Thursday, April 28, 2016

Improving performance of random forests for a particular value of outcome by selecting better features

Summary

Choosing features to improve a performance of a particular algorithm is a difficult question. Currently here is PCA, which is hard to understand (although it can be used out-of-the-box), is not easy to interpret and requires centralizing and scaling of features. In addition, it does not allow to improve prediction performance for a particular outcome (if its accuracy is lower than for others or it has a particular importance). My method enables to use features without preprocessing. Therefore a resulting prediction is easy to explain. Plus it can be used to improve a accuracy prediction of a specified outcome value. It based on comparison of feature densities and has a good visual interpretation, which does not require thorough knowledge of linear algebra or calculus.

Application Example

Here is a worked out example of Choosing features for random forests algorithm with R code. It is supplemented with choosing additional features to improve prediction for a particular value of outcome. The method for comparing densities is described in detail there: Computing Ratio of Areas.

I will use for my computations data for Human Activity Recognition. The short description of the problem follows:

Human Activity Recognition - HAR - is a supervised classification problem, whose training data is obtained via an experiment having human subjects perform different activities. It focuses on the data collection from multiple accelerometers and possibly other sensors placed on a human body. There are many potential applications for HAR, like: elderly monitoring, life log systems for monitoring energy expenditure and for supporting weight-loss programs, and digital assistants for weight lifting exercises.

Data

The training data for this project are available here:

https://d396qusza40orc.cloudfront.net/predmachlearn/pml-training.csv

The test data are available here: https://d396qusza40orc.cloudfront.net/predmachlearn/pml-testing.csv

The data for this project come from this source: http://groupware.les.inf.puc-rio.br/har.

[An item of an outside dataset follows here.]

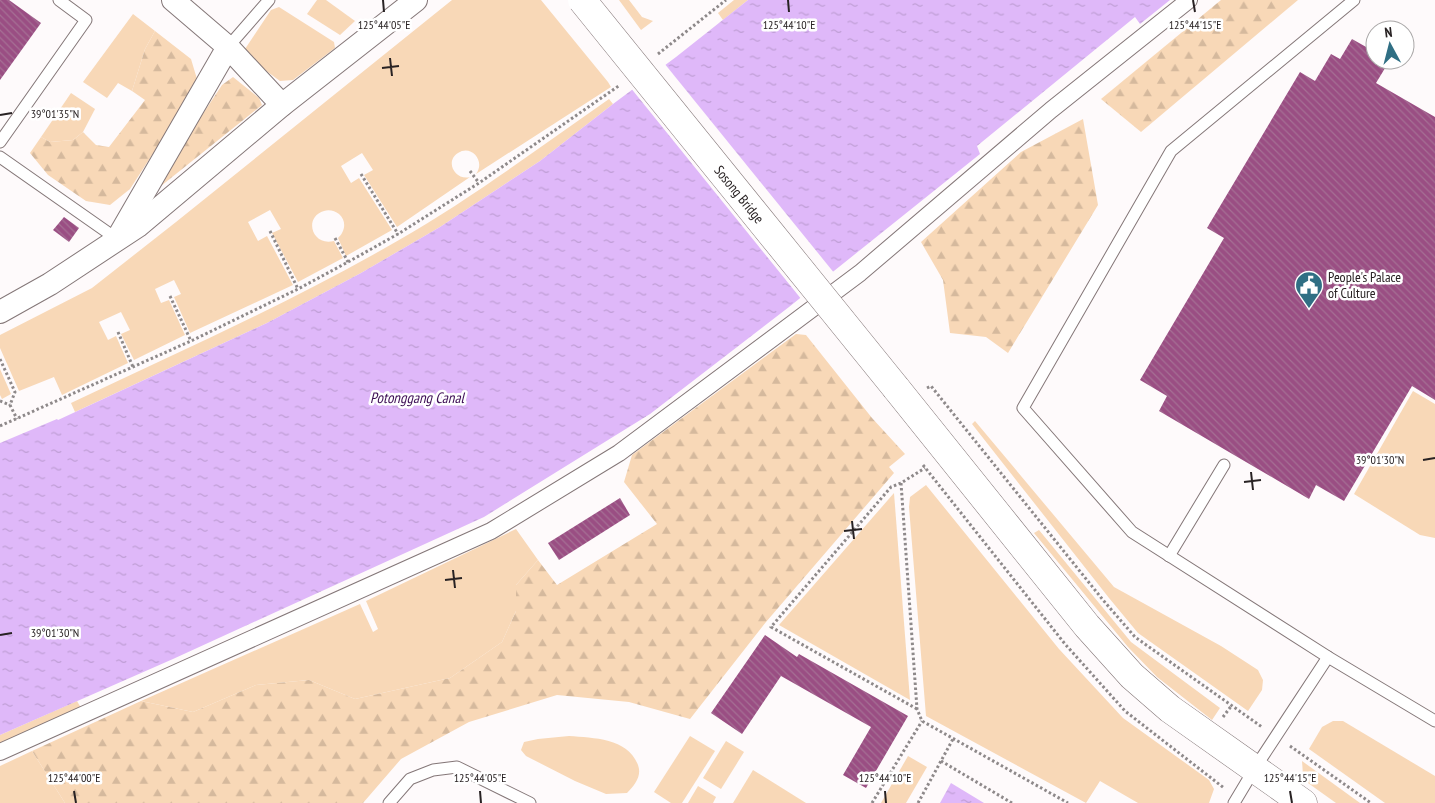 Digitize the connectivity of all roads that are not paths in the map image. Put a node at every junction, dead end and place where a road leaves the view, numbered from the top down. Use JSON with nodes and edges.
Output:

In this project we use data from accelerometers on the belt, forearm, arm, and dumbbell of 6 participants. They were asked to perform barbell lifts correctly (marked as “A”) and incorrectly in 4 different ways.

A - exactly according to the specification

B - throwing the elbows to the front

C - lifting the dumbbell only halfway

D - lowering the dumbbell only halfway

E - throwing the hips to the front

An outcome column with the letters is called “classe”. Read more, with pictures: http://groupware.les.inf.puc-rio.br/har#ixzz3jfosRia6

The goal of the project is to predict the manner in which participants did the exercise. In particular, we are to figure out which features to use to reach our goal.

I will load only the “training” file, because in the “testing” file there are no marks for exercise correctness.

training=read.csv("pml-training.csv", stringsAsFactors=F)

Now we can look at the “training” file more closely. It is easy to establish that first columns contain names of subjects, days and times of recording and other classifiers which do not represent physical movements. For example the very first “X” column is used to enumerate rows and the last column “classe” contains the letters which mark the performance quality. We can look at the data table dimensions, first 10 column names, first 20 values of first column and values of last “classe” column.

dim(training)
## [1] 19622   160
names(training)[1:10]
##  [1] "X"                    "user_name"            "raw_timestamp_part_1"
##  [4] "raw_timestamp_part_2" "cvtd_timestamp"       "new_window"          
##  [7] "num_window"           "roll_belt"            "pitch_belt"          
## [10] "yaw_belt"
training$X[1:20]
##  [1]  1  2  3  4  5  6  7  8  9 10 11 12 13 14 15 16 17 18 19 20
unique(training$classe)
## [1] "A" "B" "C" "D" "E"

We see users’ names and so on. They should be removed for a predicting model.

Cleaning data

The next step is less obvious: by checking out the “training” data I’ve discovered a lot of features which have mostly undefined values. Some of them are read as logical with nonexistent values and some as characters. We can check the amount of columns with undefined values and the amount of numeric features in the test set and see that the number of useful features is fewer than 40%.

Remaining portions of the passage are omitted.